My husband and I have had a rather unusual arrangement throughout most of our marriage regarding our work since coming to Japan. When we first arrived, we both worked full-time for 2 years then I quit to have gall bladder surgery (and because I hated my job). I recovered from surgery for about a year and a half and was a housewife who taught about 3-5 private lessons a week at home during that time.
I then worked at a temporary job which turned permanent while my husband continued to work at his language school. Several years into my work at an office that sold correspondence lessons in English, my husband started having some troubling health issues including asthma, constant fatigue and the inability to get completely well after a series of minor illnesses. At that point, my job seemed stable and I encouraged him to quit and I'd support us. He was a "househusband" for about a year and then started to work as a temporary employee at the office at which I was employed. He worked between 3 1/2 and 8 months of each year over nearly the next decade.
The time when I was relatively healthy and we were able to work together in the same office on the same schedule was pretty much the best time we have had. We would have continued this schedule if it weren't for my former company's decline in business reducing the number of months we could work together. Eventually, it looked as though they might not even need my husband full-time for 3 1/2 months each year and that was pretty much the point at which it became clear that he would have to find work elsewhere and our "golden age" of togetherness was going to end. Also, my health was in shambles and he'd been encouraging me to quit my job for years and he knew the only way I'd do it would be if he was in a stable relatively permanent, full-time situation.
One point that was really brought home to both of us during the times when one of us was handling housework full-time (for the most part) is that there is a definite increase in overall quality of life when someone takes care of the domestic work and you're not cramming it all in at the beginning and end of a workday. You eat better and more cheaply because someone has time to shop and cook nutritious meals. You live in a cleaner and more healthy environment. Both parties are less tense because there's less rushing about trying to get things done and the person who works gets more genuine resting time while home.
Our work situation has mainly been shaped by our desire to have as much time together as possible and, to a lesser extent, health problems for one or the other of us. I quit my full-time work a year ago because of my health but I think I may have hung in there longer if the schedule he got at his new job hadn't pushed us to have only one day off in common together and to work schedules which forced us to spend 4 hours of any day in which we were both working apart due to schedule discrepancies.
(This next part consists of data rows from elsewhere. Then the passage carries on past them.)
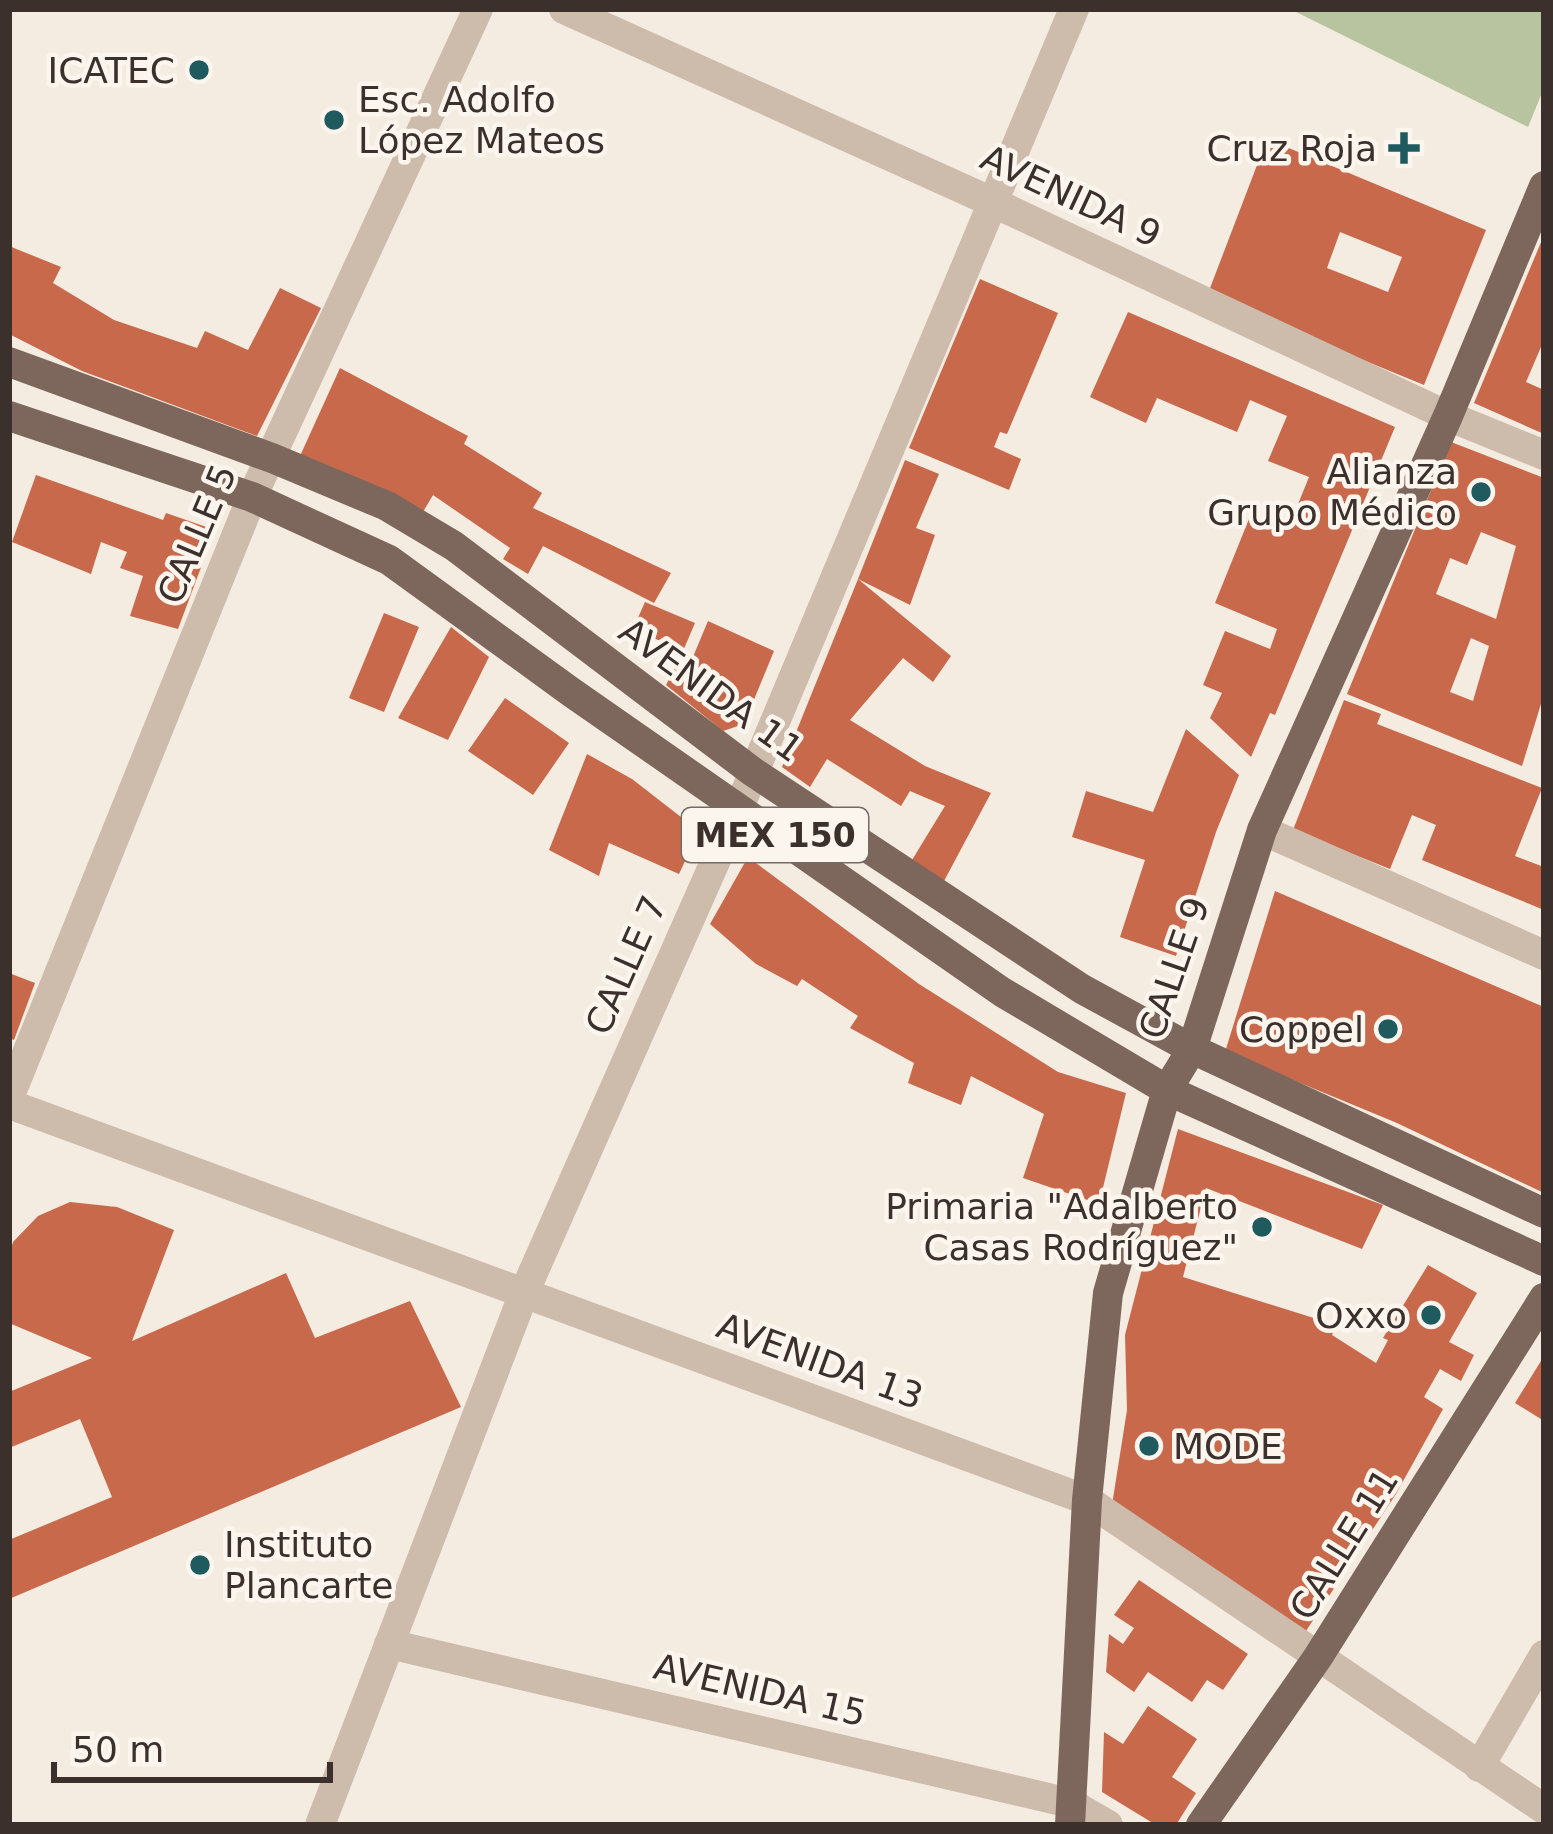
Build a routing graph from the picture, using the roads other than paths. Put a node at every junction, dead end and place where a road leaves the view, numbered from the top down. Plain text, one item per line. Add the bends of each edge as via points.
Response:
1 (478, 9) edge
2 (564, 9) edge
3 (1073, 9) edge
4 (1544, 186) edge
5 (990, 201) junction
6 (9, 362) edge
7 (9, 416) edge
8 (1448, 416) junction
9 (1544, 455) edge
10 (272, 458) junction
11 (252, 497) junction
12 (753, 772) junction
13 (738, 810) junction
14 (1262, 830) junction
15 (1544, 955) edge
16 (1192, 1049) junction
17 (1167, 1090) junction
18 (9, 1101) edge
19 (1466, 1177) junction
20 (1544, 1213) edge
21 (1446, 1215) junction
22 (1544, 1261) edge
23 (524, 1292) junction
24 (1544, 1298) edge
25 (1087, 1500) junction
26 (389, 1644) junction
27 (1544, 1655) edge
28 (1318, 1658) junction
29 (1479, 1767) junction
30 (1544, 1809) edge
31 (1070, 1814) edge
32 (320, 1825) edge
33 (1108, 1825) edge
34 (1201, 1825) edge

1 - 10 street, CALLE 5
2 - 5 street, AVENIDA 9
3 - 5 street, CALLE 7
4 - 8 main road, CALLE 9
5 - 8 street, AVENIDA 9
5 - 12 street, CALLE 7
6 - 10 main road, AVENIDA 11 / MEX 150
7 - 11 main road, MEX 150
8 - 9 street, AVENIDA 9
8 - 14 main road, CALLE 9
10 - 11 street, CALLE 5
10 - 12 main road, AVENIDA 11 / MEX 150 via 387,506 454,546
11 - 13 main road, MEX 150 via 389,560
11 - 18 street, CALLE 5
12 - 13 street, CALLE 7
12 - 16 main road, AVENIDA 11 / MEX 150 via 1082,989
13 - 17 main road, MEX 150 via 1002,992
13 - 23 street, CALLE 7
14 - 15 street
14 - 16 main road, CALLE 9
16 - 17 main road, CALLE 9
16 - 19 main road, AVENIDA 11 / MEX 150
17 - 21 main road, MEX 150
17 - 25 main road, CALLE 9 via 1108,1293
18 - 23 street, AVENIDA 13
19 - 20 main road, AVENIDA 11 / MEX 150
19 - 21 main road
21 - 22 main road, MEX 150
23 - 25 street, AVENIDA 13
23 - 26 street, CALLE 7
24 - 28 main road, CALLE 11
25 - 28 street, AVENIDA 13
25 - 31 main road, CALLE 9
26 - 31 street, AVENIDA 15
26 - 32 street, CALLE 7
27 - 29 street
28 - 29 street, AVENIDA 13
28 - 34 main road, CALLE 11
29 - 30 street, AVENIDA 13
31 - 33 street, AVENIDA 15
I'm sure we could have saved more money or we may have left Japan by now if we had both worked full-time all the time but I wouldn't trade the togetherness we have had for any amount of money or comfort back home. You can't have that time back once its gone and the opportunities we have had to work together are rare in any country. The way in which my husband and I can structure our lives to be together so much is one of the biggest reasons we've been here so long and one of the reasons we are somewhat reluctant to leave.